**Dataset content**.
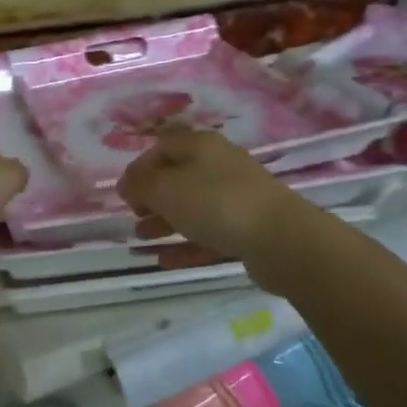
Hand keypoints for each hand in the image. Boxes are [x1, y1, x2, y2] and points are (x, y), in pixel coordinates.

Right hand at [117, 127, 304, 268]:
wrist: (282, 239)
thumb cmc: (216, 204)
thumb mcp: (166, 189)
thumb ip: (140, 184)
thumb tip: (127, 183)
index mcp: (201, 146)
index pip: (162, 147)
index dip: (139, 167)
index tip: (124, 193)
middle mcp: (220, 165)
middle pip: (178, 177)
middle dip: (152, 196)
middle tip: (134, 216)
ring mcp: (237, 197)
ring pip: (193, 206)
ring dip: (165, 221)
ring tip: (143, 238)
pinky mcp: (247, 228)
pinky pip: (209, 233)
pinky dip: (186, 244)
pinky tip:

**What you are asked to do**. Write out exactly the lines starting with the one that holds "middle pip: (178, 177)" and running through the last line above.

**Expected answer**.
middle pip: (178, 177)
middle dip: (152, 196)
middle tip: (134, 216)
ring mcp: (237, 197)
ring pip: (193, 206)
ring dip: (165, 221)
ring tip: (143, 238)
pinky mcp: (247, 228)
pinky pip: (209, 233)
pinky dip: (186, 244)
pinky tip:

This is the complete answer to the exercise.